* [Brief]:
Among the entries below, find every line that has "Como" and pull it out.

* [Supplied material]:

----

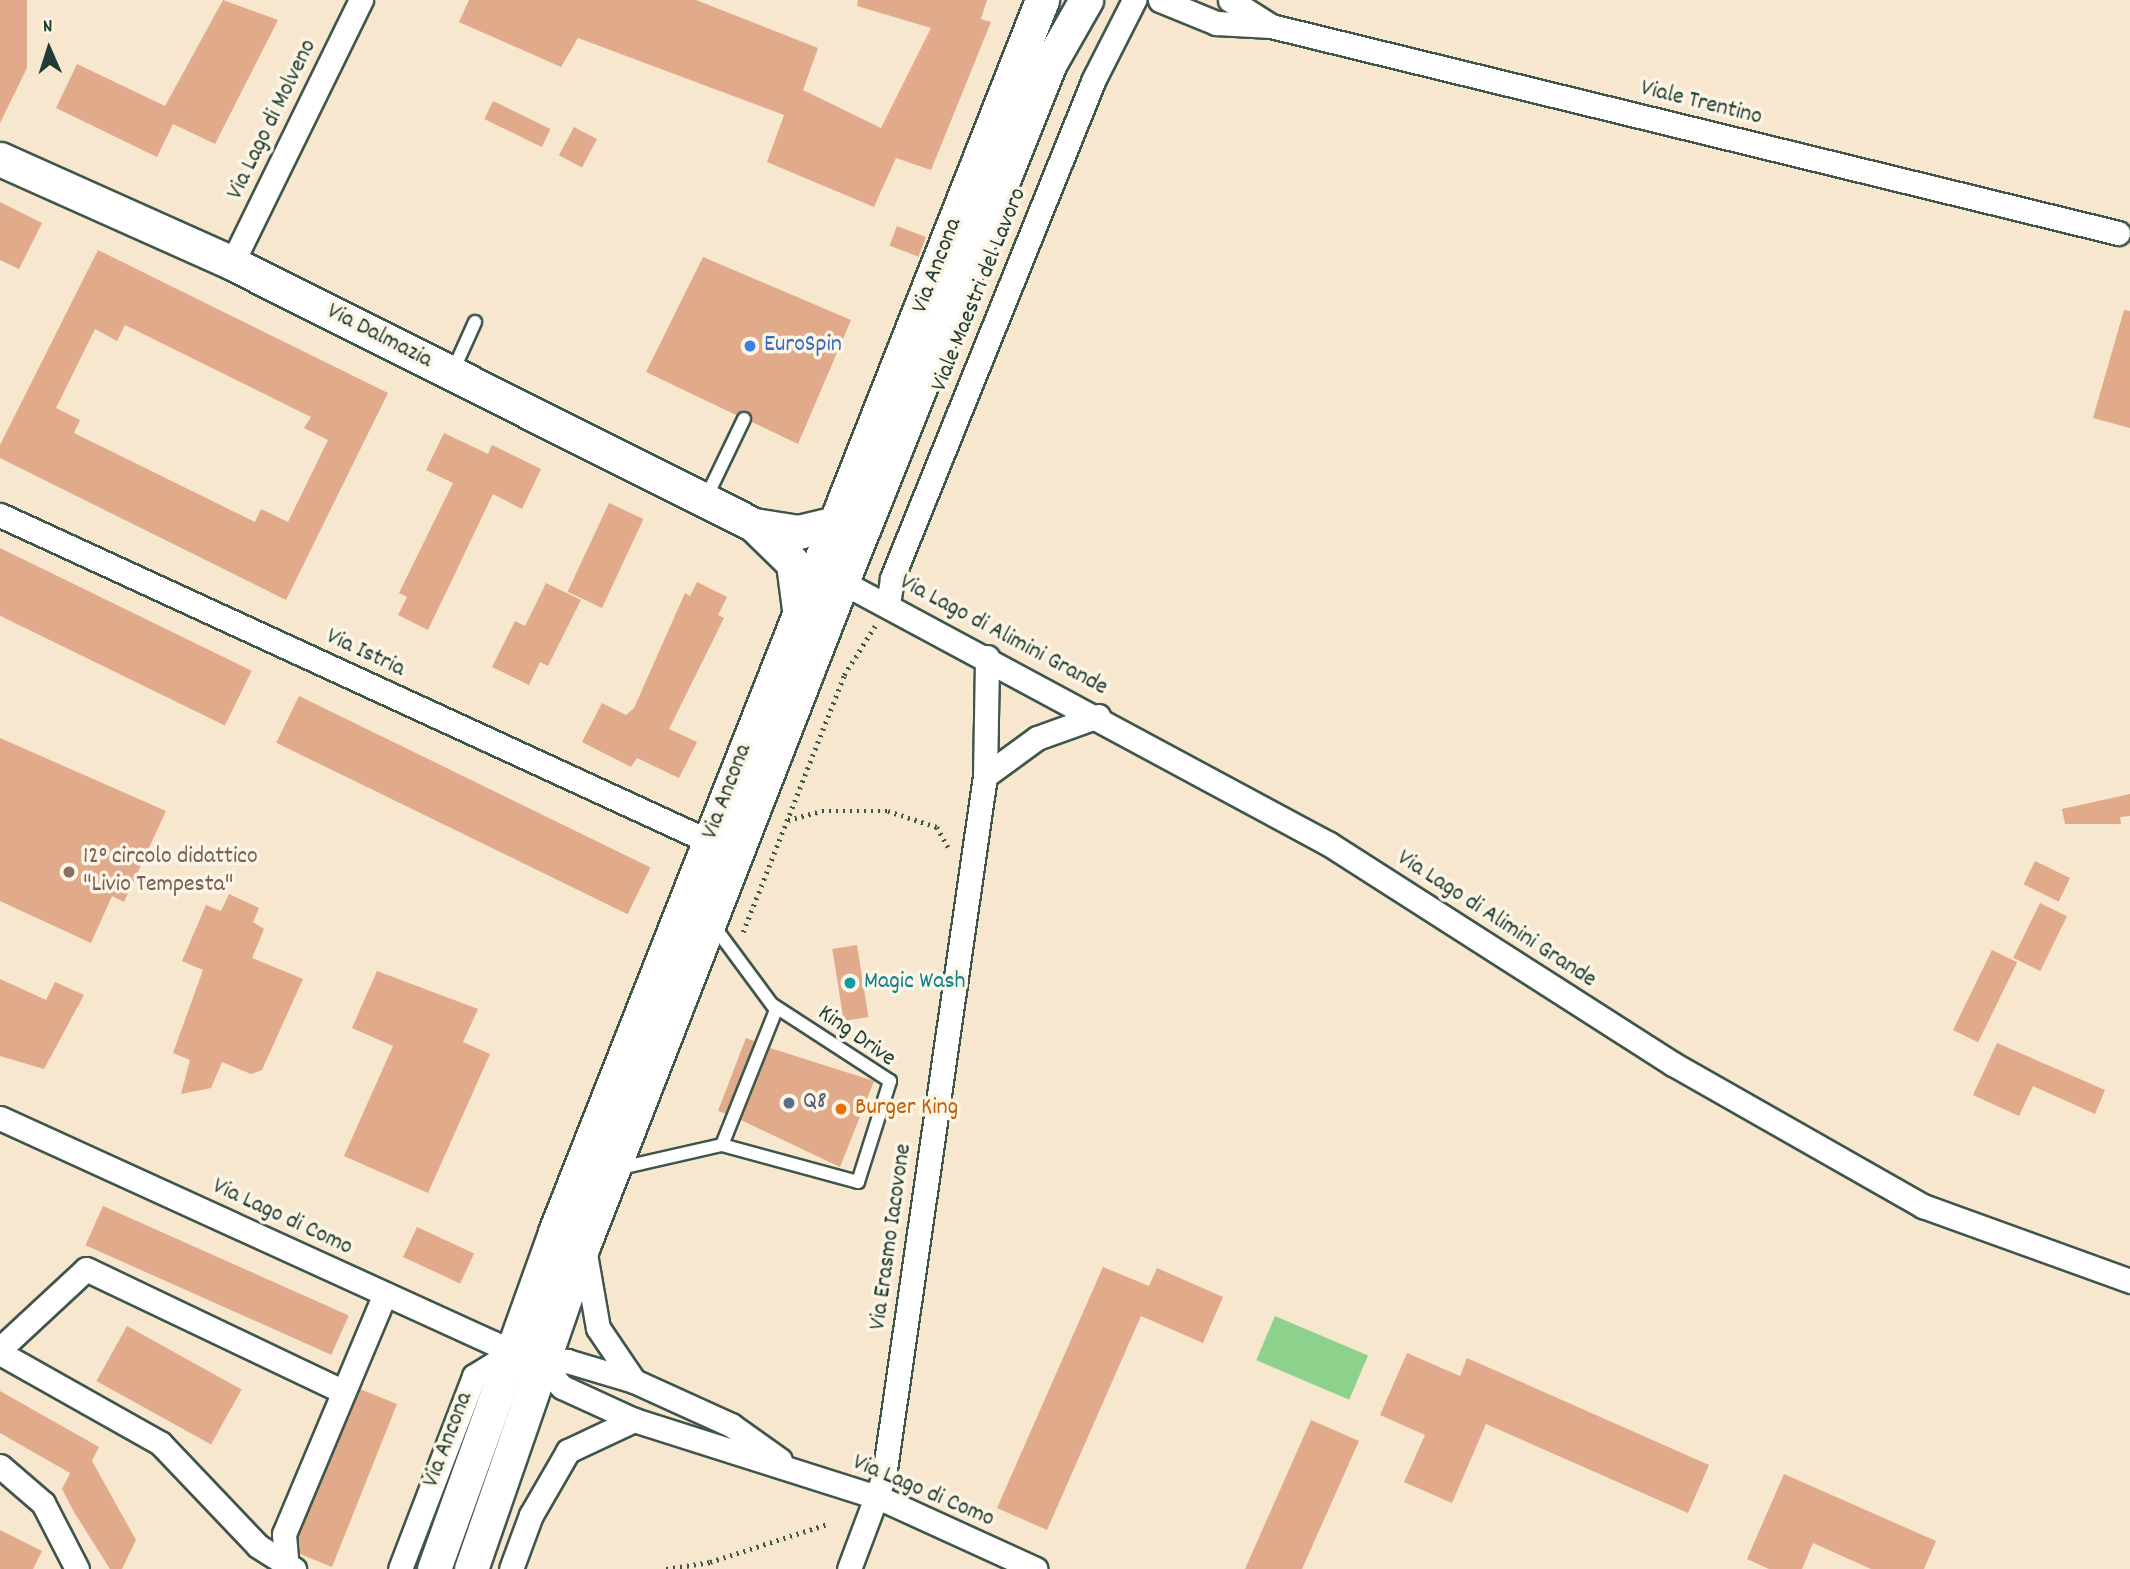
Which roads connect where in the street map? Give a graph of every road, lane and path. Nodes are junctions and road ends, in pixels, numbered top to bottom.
1 (361, 0) edge
2 (1042, 0) edge
3 (1086, 0) edge
4 (1134, 0) edge
5 (1160, 0) edge
6 (1230, 0) edge
7 (1271, 26) junction
8 (0, 159) edge
9 (2118, 233) dead end
10 (232, 263) junction
11 (475, 322) dead end
12 (452, 374) junction
13 (744, 419) dead end
14 (705, 500) junction
15 (0, 515) edge
16 (840, 522) junction
17 (754, 525) junction
18 (842, 582) junction
19 (888, 604) junction
20 (799, 609) junction
21 (987, 657) junction
22 (1098, 716) junction
23 (985, 776) junction
24 (787, 820) junction
25 (708, 841) junction
26 (950, 855) dead end
27 (711, 923) junction
28 (735, 954) junction
29 (773, 1005) junction
30 (0, 1118) edge
31 (722, 1145) junction
32 (616, 1169) junction
33 (583, 1246) junction
34 (2130, 1281) edge
35 (385, 1294) junction
36 (0, 1351) edge
37 (513, 1352) junction
38 (542, 1366) junction
39 (634, 1381) junction
40 (340, 1390) junction
41 (634, 1420) junction
42 (789, 1466) junction
43 (1, 1469) edge
44 (880, 1499) junction
45 (828, 1524) dead end
46 (290, 1568) edge
47 (77, 1569) edge
48 (400, 1569) edge
49 (434, 1569) edge
50 (471, 1569) edge
51 (511, 1569) edge
52 (666, 1569) edge
53 (849, 1569) edge
54 (1036, 1569) edge

1 - 10 street, Via Lago di Molveno
2 - 16 street, Via Ancona
3 - 18 street, Via Ancona
4 - 19 street, Viale Maestri del Lavoro
5 - 7 street, Viale Trentino
6 - 7 street, Viale Trentino
7 - 9 street, Viale Trentino
8 - 10 street, Via Dalmazia
10 - 12 street, Via Dalmazia
11 - 12 lane
12 - 14 street, Via Dalmazia
13 - 14 lane
14 - 17 street, Via Dalmazia
15 - 25 street, Via Istria
16 - 17 street, Via Dalmazia
16 - 20 street, Via Ancona
17 - 20 street, Via Dalmazia
18 - 19 street, Via Lago di Alimini Grande
18 - 27 street, Via Ancona
19 - 21 street, Via Lago di Alimini Grande
19 - 24 path
20 - 25 street, Via Ancona
21 - 22 street, Via Lago di Alimini Grande
21 - 23 street, Via Erasmo Iacovone
22 - 23 street
22 - 34 street, Via Lago di Alimini Grande
23 - 44 street, Via Erasmo Iacovone
24 - 26 path
24 - 28 path
25 - 37 street, Via Ancona
27 - 28 lane
27 - 32 street, Via Ancona
28 - 29 lane
29 - 31 lane
29 - 31 lane, King Drive
30 - 35 street, Via Lago di Como
31 - 32 lane
32 - 33 street, Via Ancona
33 - 38 street, Via Ancona
33 - 39 street
35 - 37 street, Via Lago di Como
35 - 40 street
36 - 40 street
36 - 46 street
37 - 38 street, Via Lago di Como
37 - 48 street, Via Ancona
37 - 49 street
38 - 39 street, Via Lago di Como
38 - 41 street, Via Lago di Como
38 - 50 street, Via Ancona
39 - 42 street, Via Lago di Como
40 - 46 street
41 - 42 street, Via Lago di Como
41 - 51 street
42 - 44 street, Via Lago di Como
43 - 47 street
44 - 53 street, Via Erasmo Iacovone
44 - 54 street, Via Lago di Como
45 - 52 path

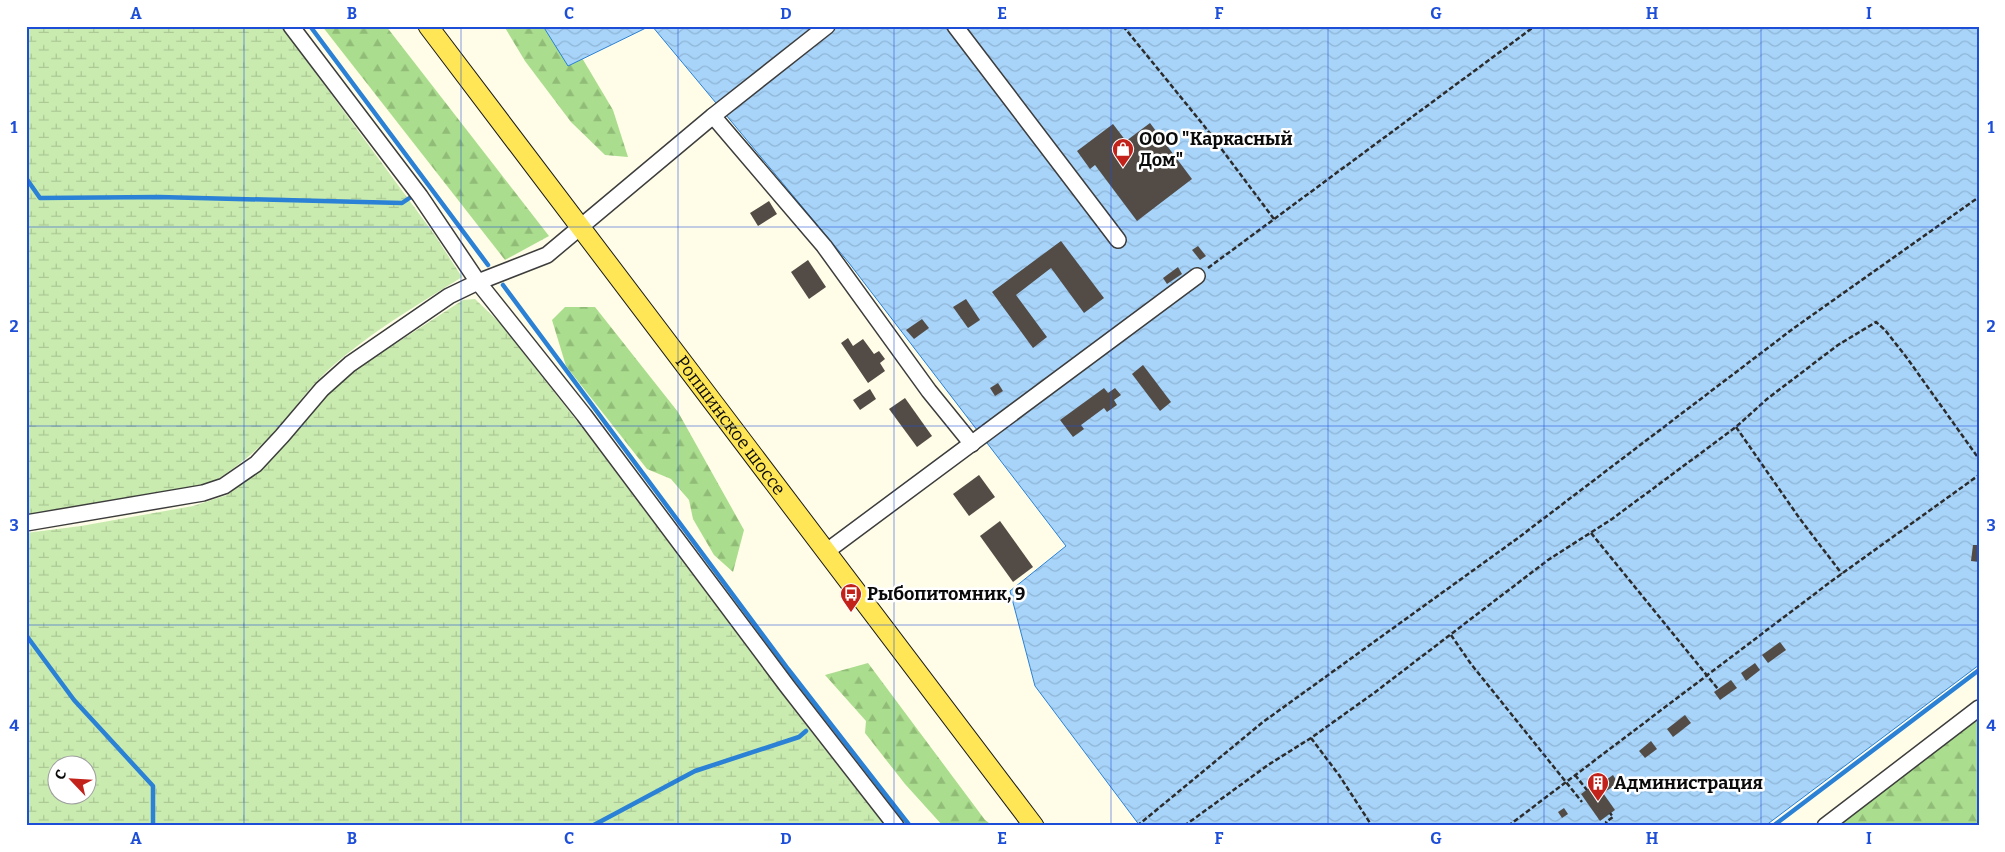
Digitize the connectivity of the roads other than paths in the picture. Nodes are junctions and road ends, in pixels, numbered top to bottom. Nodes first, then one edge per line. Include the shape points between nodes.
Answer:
1 (291, 26) edge
2 (428, 26) edge
3 (827, 26) edge
4 (955, 26) edge
5 (713, 116) junction
6 (580, 228) junction
7 (1118, 240) dead end
8 (1198, 276) road end
9 (478, 282) junction
10 (972, 444) junction
11 (26, 522) edge
12 (827, 551) junction
13 (1979, 708) edge
14 (896, 826) edge
15 (1034, 826) edge
16 (1825, 826) edge

1 - 9 street via 420,196
2 - 6 main road, Ропшинское шоссе
3 - 5 street
4 - 7 street
5 - 6 street
5 - 10 street via 824,246 929,391
6 - 9 street via 547,255
6 - 12 main road, Ропшинское шоссе
8 - 10 street
9 - 11 street via 449,296 350,364 322,390 256,464 224,486 203,493
9 - 14 street via 584,415 786,686
10 - 12 street
12 - 15 main road, Ропшинское шоссе
13 - 16 street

----

* [Answer box]:
30 - 35 street, Via Lago di Como
35 - 37 street, Via Lago di Como
37 - 38 street, Via Lago di Como
38 - 39 street, Via Lago di Como
38 - 41 street, Via Lago di Como
39 - 42 street, Via Lago di Como
41 - 42 street, Via Lago di Como
42 - 44 street, Via Lago di Como
44 - 54 street, Via Lago di Como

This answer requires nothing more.